▶ TRY IT: In the entries below, find each line with the word "Loop" and pull it out.

▶ GIVEN DATA:
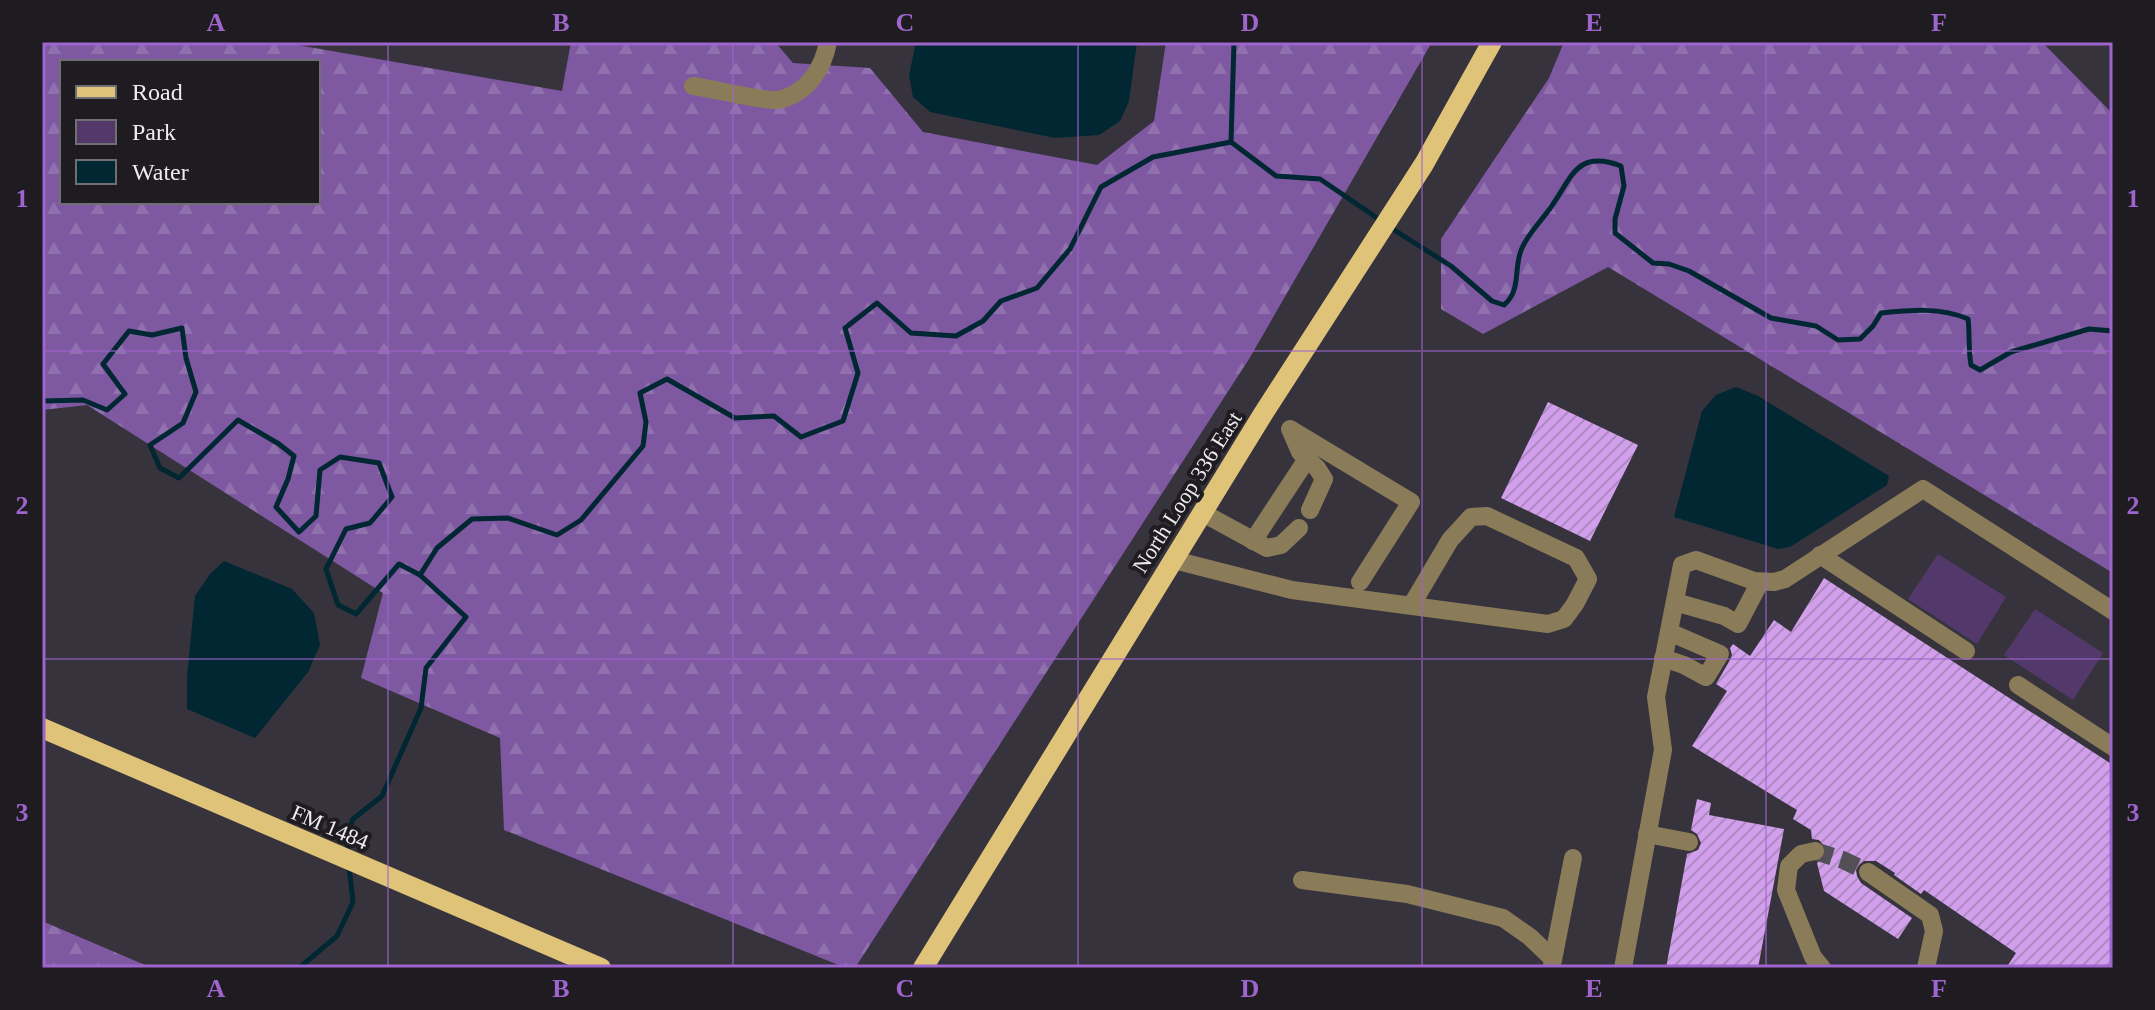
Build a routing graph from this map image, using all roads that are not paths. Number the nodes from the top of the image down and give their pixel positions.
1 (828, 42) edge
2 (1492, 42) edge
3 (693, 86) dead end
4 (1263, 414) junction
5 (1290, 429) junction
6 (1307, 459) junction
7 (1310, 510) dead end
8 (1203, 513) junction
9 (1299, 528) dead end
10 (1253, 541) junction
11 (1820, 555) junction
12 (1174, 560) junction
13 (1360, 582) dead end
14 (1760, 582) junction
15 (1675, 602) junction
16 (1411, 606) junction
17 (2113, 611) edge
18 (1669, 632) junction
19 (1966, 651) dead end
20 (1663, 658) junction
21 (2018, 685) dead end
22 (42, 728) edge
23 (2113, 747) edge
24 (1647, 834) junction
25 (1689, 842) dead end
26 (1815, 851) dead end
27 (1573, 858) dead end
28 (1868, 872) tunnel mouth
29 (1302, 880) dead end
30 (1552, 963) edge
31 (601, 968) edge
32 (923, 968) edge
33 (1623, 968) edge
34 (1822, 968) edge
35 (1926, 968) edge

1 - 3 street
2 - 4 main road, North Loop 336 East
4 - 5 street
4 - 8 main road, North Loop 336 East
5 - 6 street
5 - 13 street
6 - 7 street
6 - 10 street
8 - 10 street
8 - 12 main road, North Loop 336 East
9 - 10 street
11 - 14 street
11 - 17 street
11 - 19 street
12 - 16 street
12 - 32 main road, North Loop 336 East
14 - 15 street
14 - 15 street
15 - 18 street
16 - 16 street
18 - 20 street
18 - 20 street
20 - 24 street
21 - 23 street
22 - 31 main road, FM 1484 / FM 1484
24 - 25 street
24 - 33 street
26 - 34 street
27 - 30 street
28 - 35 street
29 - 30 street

...

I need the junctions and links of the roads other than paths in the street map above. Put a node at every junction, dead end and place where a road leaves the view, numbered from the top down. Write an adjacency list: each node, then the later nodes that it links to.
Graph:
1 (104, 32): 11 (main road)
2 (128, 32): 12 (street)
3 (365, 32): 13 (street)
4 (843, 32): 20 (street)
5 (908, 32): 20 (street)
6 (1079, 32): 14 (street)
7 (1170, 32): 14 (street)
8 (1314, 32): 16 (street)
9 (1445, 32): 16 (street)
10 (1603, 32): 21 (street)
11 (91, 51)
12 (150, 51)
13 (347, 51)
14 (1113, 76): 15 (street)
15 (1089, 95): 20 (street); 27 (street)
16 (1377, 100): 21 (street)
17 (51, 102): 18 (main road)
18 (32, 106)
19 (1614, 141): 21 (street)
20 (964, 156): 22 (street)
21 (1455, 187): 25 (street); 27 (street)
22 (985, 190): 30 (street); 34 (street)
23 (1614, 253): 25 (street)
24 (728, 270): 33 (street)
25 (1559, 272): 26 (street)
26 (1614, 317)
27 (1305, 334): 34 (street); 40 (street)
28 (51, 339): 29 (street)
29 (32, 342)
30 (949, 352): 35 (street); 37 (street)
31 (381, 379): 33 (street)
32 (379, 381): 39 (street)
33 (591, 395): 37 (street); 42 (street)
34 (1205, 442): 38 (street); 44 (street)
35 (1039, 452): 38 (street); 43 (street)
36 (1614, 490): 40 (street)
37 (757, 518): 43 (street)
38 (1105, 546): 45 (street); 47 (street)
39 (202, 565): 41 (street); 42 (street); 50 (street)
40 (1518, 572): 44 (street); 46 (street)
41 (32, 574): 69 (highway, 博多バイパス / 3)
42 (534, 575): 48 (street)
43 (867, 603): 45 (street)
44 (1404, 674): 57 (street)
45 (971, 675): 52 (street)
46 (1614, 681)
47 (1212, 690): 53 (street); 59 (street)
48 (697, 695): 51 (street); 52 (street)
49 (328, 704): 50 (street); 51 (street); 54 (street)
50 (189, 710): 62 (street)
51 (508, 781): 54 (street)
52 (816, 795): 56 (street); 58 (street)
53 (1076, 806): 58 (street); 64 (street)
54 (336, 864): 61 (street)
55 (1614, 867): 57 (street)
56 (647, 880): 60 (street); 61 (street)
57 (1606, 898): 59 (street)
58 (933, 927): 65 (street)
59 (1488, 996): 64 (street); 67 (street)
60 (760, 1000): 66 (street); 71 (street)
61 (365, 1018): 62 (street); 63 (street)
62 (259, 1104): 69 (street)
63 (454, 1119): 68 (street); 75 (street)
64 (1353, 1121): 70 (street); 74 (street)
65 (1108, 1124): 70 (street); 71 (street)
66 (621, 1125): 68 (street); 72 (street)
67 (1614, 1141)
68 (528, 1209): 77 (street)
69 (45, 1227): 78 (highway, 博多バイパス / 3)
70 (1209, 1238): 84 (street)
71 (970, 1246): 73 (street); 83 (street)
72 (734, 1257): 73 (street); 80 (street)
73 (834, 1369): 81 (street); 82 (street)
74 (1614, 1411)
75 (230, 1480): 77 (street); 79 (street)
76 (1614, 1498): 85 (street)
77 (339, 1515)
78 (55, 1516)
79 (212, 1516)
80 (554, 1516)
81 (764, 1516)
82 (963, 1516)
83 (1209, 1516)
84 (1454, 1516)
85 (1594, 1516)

▶ ANSWER TO THIS TASK:
2 - 4 main road, North Loop 336 East
4 - 8 main road, North Loop 336 East
8 - 12 main road, North Loop 336 East
12 - 32 main road, North Loop 336 East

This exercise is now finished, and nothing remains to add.